I am a complete n00b, but it looks like Arduino is exactly what i'm looking for, to complete a project i am workingon.

I build my own picture frames. The one I am currently working on requires LED's running around all 4 sides of the frame. It will require about 96 LED. I would like each LED to stay eliminated for 5 seconds, then move on to the next LED. So in the end it will go all the way around the from. Which Arduino device would work best for this? Is that too many LED's?

any help would be pronominal.

Thanks.

Dave

[Reply #1 on:]

Check out this tutorial, how to increase number of outputs:
http://www.arduino.cc/en/Tutorial/ShiftOut  Any 5V board will be o'k. There is only 3 pins required.

[Reply #2 on:]

Okay since you are a newbie i'll explain everything.

As magician said, you could use the ShiftOut which uses the 74HC595.  A common shift register.  Although heres the problem with doing that.  If you were to use just shift registers, you would need 12 of them!  Now that is just way too cumbersome when you just want to turn one led on at a time.  So heres a better way.

Take a look at these http://www.sparkfun.com/products/299
Its a multiplexer,  what it does is take in 5 HIGH or LOW signals.  Thats what a 74HC595 outputs right?  well heres what you can do.  connect 2 74HC595s together and then hook up a few multiplexers to those.  Now you will have some overlap, well you can just use your extra arduino pins to control those.  That way you cut down your chip count down from 13 to about 6 or 7.  Good luck!

[Reply #3 on:]

96 LEDs < 100 LEDs = 10*10 LEDs. Thus you can drive this directly without a multiplexer. The only requirement is that you do not exceed the current limit of 40 mA per IO pin. Thus either drive the LEDs with at most 4mA (actually 40mA with a 10% schedule) or use suitable drivers.

[Reply #4 on:]

yeha like udo said you can probably do this via an LED matrix idea (though going 10x10 is probably a bit annoying also wouldnt you need more then an uno to do 10x10, well maybe if you use analogs as digital pins. yeah dont do that))
One thing you could do to easy it up, make the matrix of 96 pins with 3 shift regs, so 16 x 8 will drive up to 128 LEDs, then it would be easy enough to make each pair of control lines from one register correspond to the top, left, bottom or right side of the picture frame. Or you could bruteforce it and do 12 shift registers, in 4 banks of 3, each bank again corresponding to a side of the frame (would be easiest to code for a newbie, but I'm finding that LED arrays can be interesting, so should probably give that a try)

I'll draw out a diagram, later when i get my camera, of the 3 ways I'd set it up using shift regs, hopefully they might be a bit of help.

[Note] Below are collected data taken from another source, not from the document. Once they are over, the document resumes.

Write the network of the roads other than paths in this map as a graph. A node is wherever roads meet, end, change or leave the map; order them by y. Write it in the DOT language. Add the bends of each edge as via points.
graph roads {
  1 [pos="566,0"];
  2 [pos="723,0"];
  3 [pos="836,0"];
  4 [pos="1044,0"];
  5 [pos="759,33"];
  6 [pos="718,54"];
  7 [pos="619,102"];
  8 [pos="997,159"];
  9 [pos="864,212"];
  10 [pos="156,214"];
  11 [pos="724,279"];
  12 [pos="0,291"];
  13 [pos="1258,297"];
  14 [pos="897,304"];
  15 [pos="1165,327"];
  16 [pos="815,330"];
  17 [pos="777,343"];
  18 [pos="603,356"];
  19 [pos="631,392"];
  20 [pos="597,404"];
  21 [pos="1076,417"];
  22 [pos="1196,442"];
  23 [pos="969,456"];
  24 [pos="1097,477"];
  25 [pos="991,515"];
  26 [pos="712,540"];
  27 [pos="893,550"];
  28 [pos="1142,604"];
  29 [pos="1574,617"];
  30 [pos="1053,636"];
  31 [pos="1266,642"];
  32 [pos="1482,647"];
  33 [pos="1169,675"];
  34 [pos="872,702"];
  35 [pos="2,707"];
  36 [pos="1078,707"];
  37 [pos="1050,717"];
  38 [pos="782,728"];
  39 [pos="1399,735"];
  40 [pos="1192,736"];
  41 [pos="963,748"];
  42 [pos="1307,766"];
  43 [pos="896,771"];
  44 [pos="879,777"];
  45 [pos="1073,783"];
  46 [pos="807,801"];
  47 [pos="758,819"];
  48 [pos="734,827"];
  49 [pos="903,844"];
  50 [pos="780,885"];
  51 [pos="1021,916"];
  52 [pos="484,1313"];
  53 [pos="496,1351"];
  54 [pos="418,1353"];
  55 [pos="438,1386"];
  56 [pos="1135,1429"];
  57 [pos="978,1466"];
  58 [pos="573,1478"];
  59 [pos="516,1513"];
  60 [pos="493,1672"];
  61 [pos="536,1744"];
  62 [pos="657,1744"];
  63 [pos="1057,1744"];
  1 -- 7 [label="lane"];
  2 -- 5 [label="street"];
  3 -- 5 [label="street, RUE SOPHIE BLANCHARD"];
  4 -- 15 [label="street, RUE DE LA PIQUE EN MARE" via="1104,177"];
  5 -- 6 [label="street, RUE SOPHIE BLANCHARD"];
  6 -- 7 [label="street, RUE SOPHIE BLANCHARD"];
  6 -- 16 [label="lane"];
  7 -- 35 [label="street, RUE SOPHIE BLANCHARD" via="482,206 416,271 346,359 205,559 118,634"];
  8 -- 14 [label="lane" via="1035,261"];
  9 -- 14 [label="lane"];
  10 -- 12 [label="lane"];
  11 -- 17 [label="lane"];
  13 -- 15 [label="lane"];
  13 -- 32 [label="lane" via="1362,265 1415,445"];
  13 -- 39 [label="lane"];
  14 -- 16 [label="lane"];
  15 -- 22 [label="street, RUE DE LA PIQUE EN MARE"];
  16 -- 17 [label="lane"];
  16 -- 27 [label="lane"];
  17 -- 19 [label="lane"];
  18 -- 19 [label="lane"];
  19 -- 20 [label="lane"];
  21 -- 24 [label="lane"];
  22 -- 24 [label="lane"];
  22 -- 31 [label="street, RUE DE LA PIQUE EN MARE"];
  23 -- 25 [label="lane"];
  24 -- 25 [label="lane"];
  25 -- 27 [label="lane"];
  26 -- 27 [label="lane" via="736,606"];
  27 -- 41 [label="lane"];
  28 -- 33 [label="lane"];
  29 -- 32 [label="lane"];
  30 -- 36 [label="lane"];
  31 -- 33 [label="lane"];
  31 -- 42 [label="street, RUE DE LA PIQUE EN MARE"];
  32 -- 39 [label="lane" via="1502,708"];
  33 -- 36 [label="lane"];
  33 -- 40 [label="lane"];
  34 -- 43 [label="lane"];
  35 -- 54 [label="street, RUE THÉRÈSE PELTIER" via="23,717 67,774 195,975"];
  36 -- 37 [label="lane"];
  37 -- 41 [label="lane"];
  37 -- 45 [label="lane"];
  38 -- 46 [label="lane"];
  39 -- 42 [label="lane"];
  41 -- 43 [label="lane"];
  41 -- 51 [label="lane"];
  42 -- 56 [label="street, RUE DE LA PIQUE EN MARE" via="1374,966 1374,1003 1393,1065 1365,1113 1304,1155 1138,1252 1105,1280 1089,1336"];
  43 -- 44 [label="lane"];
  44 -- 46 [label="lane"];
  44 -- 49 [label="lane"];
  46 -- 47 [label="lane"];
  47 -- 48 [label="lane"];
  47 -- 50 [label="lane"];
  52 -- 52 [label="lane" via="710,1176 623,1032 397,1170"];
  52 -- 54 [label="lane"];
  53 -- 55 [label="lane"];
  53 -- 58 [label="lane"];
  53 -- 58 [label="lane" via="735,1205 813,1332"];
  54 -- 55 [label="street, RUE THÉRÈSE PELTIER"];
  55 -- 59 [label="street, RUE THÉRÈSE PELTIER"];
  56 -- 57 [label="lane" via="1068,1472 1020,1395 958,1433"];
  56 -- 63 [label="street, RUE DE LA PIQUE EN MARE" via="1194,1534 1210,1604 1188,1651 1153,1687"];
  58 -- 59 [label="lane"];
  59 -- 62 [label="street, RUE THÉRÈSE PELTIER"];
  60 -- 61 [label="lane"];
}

in response to funky though... are multiplexers liek that really a newbies thing to play with. First he'll need the breakout board for that most likely, which is almost $5 each. That or learn to surface solder which isn't really a rookie level thing to do (I sure as hell cant do it nicely yet). then on top of that, in array form he'd need 2 of them (16x16 array), or if he were driving the leds directly off the multiplexers hed need 6 to control the actual outputs (each one requiring 4 pins to run), and then hed need another 2 to control the 6 multiplexers because theres not enough arduino pins. Then the code makes my head hurt to think about. Basic shift register and a regular array are probably the guys best bet in this particular case.

[Reply #5 on:]

You guys are going overboard. Can do this with NO shift registers, and just one ULN2803.
Uno has 20 IO.
Use 12 to Drive rows of 8 anodes.
Use 8 to drive columns of cathodes, buffered by the ULN2803.
Arduino drives anode(s) high, ULN2803 sinks current from the cathodes.
If Truly just turning on 1 LED only, can skip the ULN2803 even as only 20mA will need to be sunk at a time.

[Reply #6 on:]

You guys are going overboard. Can do this with NO shift registers, and just one ULN2803.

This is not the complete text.